The ability to detect and identify is better.  And identification is the key there.  And the ability to seamlessly talk—not just with a single forward air controller that’s on the ground, but to share the information with the blue force network, if you will, that’s on the ground is huge. To say that the time to respond would be shortened, would be an understatement.

It will be a leap ahead based on the ability to integrate the digital integration of those forces.

Question from Journalist: When do you think that IOC for the aircraft will happen?

Answer: IOC comes with some basic requirements.  And I can go through the definition of what the Marine Corps has decided what IOC is.  How many airplanes mission systems that are up and running, et cetera.  So in a sense, IOC is event-driven for us.

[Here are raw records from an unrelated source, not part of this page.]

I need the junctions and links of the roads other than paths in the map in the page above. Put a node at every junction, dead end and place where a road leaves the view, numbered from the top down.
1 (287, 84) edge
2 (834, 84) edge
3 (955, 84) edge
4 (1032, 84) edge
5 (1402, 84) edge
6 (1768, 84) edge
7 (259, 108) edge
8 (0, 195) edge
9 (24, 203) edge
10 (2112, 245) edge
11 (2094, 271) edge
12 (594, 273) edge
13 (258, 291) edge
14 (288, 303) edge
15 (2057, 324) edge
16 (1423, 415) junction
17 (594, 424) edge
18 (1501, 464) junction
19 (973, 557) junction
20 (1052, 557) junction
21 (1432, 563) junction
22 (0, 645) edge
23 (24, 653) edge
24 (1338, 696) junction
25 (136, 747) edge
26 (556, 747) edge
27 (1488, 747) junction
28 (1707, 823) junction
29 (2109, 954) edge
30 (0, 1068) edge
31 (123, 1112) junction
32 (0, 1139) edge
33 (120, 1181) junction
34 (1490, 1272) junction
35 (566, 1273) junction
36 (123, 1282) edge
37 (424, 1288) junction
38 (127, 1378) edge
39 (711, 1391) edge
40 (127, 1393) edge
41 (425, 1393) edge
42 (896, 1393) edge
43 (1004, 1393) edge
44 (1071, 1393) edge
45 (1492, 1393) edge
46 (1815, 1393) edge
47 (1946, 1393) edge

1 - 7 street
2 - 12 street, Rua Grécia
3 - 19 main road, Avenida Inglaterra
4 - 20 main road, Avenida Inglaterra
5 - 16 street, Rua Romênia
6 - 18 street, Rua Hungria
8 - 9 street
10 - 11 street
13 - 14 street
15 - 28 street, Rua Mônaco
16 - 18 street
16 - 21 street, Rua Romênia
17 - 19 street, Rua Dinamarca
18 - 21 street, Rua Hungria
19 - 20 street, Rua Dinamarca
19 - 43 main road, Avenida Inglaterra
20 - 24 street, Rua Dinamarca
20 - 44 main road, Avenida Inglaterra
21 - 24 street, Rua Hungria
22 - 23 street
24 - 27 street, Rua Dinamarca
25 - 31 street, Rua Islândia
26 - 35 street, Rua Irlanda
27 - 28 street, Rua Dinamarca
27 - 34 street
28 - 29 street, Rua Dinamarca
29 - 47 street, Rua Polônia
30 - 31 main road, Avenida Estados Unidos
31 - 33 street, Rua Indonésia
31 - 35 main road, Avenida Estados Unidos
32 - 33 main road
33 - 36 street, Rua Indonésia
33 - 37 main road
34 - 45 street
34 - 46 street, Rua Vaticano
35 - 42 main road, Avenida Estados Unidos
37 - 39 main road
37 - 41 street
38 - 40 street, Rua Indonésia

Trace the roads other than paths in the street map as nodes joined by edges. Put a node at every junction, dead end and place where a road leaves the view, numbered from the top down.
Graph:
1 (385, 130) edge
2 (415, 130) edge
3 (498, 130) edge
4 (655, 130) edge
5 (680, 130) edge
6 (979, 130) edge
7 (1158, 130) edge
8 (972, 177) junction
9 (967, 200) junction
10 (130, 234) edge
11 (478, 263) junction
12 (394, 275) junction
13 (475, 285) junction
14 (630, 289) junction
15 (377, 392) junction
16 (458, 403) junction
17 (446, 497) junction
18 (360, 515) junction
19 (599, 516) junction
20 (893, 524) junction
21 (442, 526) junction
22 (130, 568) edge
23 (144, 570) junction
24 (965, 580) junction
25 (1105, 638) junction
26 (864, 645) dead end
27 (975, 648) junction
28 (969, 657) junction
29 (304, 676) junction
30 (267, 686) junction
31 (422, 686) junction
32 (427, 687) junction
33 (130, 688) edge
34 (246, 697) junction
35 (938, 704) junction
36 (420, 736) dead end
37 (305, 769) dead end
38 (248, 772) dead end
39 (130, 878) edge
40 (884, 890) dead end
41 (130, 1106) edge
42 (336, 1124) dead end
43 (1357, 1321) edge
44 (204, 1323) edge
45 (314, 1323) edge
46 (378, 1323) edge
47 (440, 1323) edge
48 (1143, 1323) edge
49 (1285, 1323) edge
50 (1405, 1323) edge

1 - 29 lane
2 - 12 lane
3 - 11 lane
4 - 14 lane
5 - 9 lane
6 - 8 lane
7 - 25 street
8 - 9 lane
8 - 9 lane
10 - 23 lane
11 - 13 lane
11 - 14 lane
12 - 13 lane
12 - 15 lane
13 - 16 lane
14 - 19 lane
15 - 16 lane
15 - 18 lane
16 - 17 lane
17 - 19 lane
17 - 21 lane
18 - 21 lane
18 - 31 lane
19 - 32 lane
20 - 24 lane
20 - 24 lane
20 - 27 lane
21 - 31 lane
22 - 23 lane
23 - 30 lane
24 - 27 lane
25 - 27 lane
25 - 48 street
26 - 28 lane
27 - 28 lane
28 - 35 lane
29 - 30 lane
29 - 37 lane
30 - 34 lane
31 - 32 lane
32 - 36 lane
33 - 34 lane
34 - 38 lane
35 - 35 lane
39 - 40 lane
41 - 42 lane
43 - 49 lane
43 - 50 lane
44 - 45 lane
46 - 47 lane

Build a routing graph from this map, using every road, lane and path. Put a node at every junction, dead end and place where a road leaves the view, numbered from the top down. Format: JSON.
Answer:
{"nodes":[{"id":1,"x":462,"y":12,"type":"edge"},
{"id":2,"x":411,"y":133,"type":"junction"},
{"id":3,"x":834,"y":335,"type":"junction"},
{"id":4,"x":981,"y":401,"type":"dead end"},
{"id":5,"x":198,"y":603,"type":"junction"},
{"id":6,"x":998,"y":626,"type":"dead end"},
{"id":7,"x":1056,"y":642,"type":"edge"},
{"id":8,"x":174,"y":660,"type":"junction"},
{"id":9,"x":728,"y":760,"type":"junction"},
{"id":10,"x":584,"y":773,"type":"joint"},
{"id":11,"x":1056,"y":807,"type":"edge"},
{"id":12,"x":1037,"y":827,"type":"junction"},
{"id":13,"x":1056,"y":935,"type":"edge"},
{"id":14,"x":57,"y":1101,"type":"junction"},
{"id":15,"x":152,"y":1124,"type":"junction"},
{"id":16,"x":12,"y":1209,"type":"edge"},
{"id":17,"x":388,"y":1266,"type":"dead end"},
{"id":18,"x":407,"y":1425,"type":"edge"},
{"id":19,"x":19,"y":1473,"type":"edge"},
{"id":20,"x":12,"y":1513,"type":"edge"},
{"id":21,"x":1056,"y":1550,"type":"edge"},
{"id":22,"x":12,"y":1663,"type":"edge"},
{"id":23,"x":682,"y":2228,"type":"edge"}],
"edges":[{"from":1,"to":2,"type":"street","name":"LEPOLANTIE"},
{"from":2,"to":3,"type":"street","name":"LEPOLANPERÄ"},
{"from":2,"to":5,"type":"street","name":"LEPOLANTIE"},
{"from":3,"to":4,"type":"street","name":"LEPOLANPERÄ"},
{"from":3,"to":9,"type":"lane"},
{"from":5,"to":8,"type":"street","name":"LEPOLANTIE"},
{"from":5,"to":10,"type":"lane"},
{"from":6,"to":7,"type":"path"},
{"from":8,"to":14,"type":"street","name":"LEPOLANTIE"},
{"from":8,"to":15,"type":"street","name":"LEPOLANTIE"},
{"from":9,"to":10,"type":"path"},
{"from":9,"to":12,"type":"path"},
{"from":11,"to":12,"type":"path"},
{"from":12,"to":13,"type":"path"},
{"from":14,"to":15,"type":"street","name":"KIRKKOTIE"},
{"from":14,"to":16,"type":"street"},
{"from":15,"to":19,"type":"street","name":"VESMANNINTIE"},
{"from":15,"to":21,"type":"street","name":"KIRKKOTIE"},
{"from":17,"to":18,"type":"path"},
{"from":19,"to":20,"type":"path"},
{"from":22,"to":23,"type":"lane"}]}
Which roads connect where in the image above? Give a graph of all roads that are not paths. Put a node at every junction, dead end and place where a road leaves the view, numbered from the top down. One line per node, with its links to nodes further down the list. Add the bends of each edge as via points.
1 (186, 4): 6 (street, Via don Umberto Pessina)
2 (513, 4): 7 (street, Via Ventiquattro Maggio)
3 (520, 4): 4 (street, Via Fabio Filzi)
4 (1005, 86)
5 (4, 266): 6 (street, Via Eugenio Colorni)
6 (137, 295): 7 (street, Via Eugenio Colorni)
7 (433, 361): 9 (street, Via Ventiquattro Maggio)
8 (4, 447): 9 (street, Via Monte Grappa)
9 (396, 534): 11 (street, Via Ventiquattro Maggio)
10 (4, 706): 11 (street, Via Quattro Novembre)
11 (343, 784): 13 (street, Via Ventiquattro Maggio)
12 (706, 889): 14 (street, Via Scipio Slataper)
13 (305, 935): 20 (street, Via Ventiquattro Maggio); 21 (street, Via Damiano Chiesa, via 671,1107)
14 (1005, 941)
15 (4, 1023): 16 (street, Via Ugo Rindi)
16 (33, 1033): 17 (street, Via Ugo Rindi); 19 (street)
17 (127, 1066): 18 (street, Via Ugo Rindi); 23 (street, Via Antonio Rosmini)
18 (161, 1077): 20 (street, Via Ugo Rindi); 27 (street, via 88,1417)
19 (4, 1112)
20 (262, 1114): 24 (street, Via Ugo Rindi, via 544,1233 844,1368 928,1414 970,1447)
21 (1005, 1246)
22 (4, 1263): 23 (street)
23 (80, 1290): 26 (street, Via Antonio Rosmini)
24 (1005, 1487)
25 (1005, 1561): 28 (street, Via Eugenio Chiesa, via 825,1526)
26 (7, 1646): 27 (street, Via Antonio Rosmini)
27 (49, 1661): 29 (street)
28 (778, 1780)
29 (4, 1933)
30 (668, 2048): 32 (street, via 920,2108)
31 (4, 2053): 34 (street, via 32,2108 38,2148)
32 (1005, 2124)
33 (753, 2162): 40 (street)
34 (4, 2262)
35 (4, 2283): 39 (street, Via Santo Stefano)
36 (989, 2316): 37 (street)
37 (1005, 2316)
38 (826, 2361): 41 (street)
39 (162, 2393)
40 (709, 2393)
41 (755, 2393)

But what I can tell you is that in the fall of this year, we’re standing up our first operational squadron.  Not the training squadron that’s in Eglin, but in the fall of this year, VMFA-121 in Yuma, Arizona is going to start receiving airplanes and they’re going to start flying training missions.

Not training new pilots, but flying training missions.

We look with the development of a block—block2b, as the core operational software.  When that hits the street that’s a critical part of our IOC, and that point, all the other pieces will be in place.

And the Marine Corps will IOC by deploying a squadron first.

And then, six months later, we’re going to have the first F35Bs on the Marine Amphibious unit deployment on small deck ships.

Wrap Up Comment:

I would ask you to understand the requirement.  We’re not just buying a new airplane.  When I say understand the requirement that implies understanding the threat.

And where we are today and what we have to go forward and face that threat, ask yourself if you want to maintain the upper hand.  I know I do because the folks that I’m going to deploy out there are going to have to be dealing with that threat.

And also, understand that this program is alive.  It is absolutely energized.  I implore you to get yourself down to Eglin and see it.  See it in action.

And understand that on both sides, on the industry side and the government side, there’s an incredible amount of effort going on to keep this program stable in the best way that we can.

And the times that we’re in right now with the resources that we have, it’s imperative that we maintain the strength of the international partnership that we have.

This partnership allows us to leverage off each other to make this aircraft even more capable than we know it can be today.